Gayet açık; Ayhan Çarkın, tipik bir “devlet bizi kullandı, sonra da yüzüstü bıraktı” sendromu yaşıyor. Adam konuşmak istiyor, “adalete anlatacağım, göreceksiniz Susurluk’u” diyor, geçmişteki ASALA eylemleri için hayli ilginç iddialarda bulunuyor, Mehmet Ağar’la yüzleşmek istiyor… Peki konuşmak için bu denli istekli olan Ayhan Çarkın’ı kim dinliyor? Ergenekon savcıları neden Çarkın’ı “tanık” veya “sanık” sıfatıyla dinlemiyor, söylediklerini ve söylemek istediklerini dikkate almıyor?

Çok iyi biliyoruz ki Susurluk “olmuş bitmiş” alelade bir “çete” vakası değil… Çok iyi biliyoruz ki, bir kaza sonucu ortalığa saçılan ilişkiler nedeniyle adı dilimize ve hafızalarımıza “Susurluk çetesi” olarak kazınan bu çete, bir devlet çetesidir… Çok iyi biliyoruz ki bu çete sadece ve biraz da mecburiyetten yüzeysel bir yargılamaya tabi tutulmuş, ortaya çıkan ilişkilerin derinliğine inilmemiştir… Ve yine çok iyi biliyoruz ve hatırlıyoruz ki, bu çetenin yargılanan bazı mensupları kısa bir süre için cezaevine girerken ve tahliye edilirken, bazı çevreler tarafından “kahraman” ilan edilmişlerdir…
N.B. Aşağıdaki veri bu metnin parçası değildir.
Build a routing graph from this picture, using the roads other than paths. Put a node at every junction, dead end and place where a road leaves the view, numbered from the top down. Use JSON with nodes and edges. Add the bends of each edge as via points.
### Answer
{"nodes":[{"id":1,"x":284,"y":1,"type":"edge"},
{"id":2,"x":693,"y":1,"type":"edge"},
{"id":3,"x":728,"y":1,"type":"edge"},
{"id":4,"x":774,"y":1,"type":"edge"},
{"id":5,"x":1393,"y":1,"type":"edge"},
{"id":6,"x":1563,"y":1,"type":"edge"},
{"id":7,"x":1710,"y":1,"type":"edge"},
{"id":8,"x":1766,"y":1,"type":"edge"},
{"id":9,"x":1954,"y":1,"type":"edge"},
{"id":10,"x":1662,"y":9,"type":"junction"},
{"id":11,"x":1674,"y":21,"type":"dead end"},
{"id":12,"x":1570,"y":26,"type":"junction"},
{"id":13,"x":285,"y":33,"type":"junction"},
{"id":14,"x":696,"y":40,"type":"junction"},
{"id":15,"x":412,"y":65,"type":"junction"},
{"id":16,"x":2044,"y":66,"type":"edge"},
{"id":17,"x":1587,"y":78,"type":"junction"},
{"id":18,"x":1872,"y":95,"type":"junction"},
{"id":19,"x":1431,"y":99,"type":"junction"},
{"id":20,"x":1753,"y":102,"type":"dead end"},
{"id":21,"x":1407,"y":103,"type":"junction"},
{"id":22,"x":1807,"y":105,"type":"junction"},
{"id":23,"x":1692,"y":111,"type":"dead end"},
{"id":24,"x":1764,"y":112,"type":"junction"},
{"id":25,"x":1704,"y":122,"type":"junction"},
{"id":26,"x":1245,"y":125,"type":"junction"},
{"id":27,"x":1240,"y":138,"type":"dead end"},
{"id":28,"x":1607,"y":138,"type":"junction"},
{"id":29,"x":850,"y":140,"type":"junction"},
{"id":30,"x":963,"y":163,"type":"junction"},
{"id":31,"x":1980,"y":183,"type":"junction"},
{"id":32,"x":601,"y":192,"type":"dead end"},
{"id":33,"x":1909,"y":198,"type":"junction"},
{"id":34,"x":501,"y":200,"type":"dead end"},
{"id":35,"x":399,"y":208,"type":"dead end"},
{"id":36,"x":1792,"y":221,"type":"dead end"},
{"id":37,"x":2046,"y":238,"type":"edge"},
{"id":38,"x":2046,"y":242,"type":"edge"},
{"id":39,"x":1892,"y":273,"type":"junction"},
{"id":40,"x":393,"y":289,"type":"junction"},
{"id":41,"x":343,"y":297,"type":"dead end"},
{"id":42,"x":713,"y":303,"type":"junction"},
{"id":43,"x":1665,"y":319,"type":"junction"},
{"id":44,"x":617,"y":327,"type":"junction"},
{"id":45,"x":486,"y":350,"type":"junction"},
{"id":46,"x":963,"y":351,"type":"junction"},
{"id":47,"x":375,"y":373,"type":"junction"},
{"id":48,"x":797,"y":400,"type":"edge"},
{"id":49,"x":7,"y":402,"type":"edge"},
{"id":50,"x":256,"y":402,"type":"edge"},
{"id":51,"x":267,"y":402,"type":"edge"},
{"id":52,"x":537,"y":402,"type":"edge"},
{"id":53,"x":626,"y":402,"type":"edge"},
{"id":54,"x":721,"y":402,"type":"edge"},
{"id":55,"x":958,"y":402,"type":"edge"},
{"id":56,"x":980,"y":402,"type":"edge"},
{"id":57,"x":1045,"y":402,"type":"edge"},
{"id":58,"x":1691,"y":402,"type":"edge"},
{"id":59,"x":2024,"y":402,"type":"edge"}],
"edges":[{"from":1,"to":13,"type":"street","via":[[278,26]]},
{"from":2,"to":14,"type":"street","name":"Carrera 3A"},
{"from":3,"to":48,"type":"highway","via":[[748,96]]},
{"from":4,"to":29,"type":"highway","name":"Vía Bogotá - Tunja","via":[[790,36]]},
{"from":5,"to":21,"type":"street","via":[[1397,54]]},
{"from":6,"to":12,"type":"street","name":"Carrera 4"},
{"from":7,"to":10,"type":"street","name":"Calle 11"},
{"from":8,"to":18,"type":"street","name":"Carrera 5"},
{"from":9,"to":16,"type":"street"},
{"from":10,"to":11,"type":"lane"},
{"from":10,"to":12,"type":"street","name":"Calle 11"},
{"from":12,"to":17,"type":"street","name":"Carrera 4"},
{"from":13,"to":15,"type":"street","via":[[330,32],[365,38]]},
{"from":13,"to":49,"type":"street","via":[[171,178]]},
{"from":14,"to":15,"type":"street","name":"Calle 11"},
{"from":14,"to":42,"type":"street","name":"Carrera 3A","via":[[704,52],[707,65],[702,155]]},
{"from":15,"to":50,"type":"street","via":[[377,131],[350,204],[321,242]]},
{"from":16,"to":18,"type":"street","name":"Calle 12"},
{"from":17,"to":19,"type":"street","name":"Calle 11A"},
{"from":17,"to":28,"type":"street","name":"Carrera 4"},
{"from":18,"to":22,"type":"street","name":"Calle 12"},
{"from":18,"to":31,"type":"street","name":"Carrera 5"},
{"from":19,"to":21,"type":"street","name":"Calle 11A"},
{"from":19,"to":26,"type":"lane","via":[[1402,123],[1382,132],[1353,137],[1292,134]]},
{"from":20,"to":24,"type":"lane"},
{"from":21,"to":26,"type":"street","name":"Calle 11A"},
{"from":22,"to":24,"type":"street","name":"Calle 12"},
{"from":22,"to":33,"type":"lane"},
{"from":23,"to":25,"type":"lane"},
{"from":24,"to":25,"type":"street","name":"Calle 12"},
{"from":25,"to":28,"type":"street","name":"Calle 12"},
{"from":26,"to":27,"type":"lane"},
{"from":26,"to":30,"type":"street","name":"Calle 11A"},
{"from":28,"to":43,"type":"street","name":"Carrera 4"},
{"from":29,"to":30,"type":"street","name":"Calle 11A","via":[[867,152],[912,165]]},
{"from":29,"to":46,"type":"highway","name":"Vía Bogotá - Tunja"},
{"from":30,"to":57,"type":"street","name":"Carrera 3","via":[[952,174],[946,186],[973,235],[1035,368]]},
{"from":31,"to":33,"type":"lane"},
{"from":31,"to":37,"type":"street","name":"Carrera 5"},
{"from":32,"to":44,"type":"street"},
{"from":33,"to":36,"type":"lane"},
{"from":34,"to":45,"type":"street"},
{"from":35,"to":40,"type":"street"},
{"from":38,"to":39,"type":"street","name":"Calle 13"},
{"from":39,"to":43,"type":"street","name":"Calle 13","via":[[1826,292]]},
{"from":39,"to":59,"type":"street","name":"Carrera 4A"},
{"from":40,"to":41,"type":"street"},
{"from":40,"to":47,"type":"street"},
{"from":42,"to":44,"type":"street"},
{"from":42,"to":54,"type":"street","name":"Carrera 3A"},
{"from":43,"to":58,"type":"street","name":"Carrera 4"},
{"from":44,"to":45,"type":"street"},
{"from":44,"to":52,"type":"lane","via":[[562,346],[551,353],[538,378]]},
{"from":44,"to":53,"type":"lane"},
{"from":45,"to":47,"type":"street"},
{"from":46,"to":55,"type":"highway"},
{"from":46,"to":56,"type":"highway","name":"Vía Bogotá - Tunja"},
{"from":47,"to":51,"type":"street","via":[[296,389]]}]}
Bunların “kahramanlığı”, ellerinde devletin temin ettiği silahlar ve ceplerinde devletin verdiği “dokunulmazlık” belgeleriyle adam kaçırmak, işkence ederek öldürmek, insanları haraca bağlamak ve uyuşturucu tacirliği yapmak idi! “Vatan-millet” için görev ifa ediyorlardı ne de olsa!

Bunlardan biri, Abdullah Çatlı için kimselerin içyüzü hakkında bir fikri olmadığı “ASALA ile kahramanca mücadele eden adam” rivayetleri çıkarıldığını da hatırlıyoruz. Katliam sanığı Çatlı “devlet adına” ASALA ile ne tür bir mücadele yürütmüş acaba? Çarkın’ın anlatacakları eminim bu soruya cevaplar verecektir.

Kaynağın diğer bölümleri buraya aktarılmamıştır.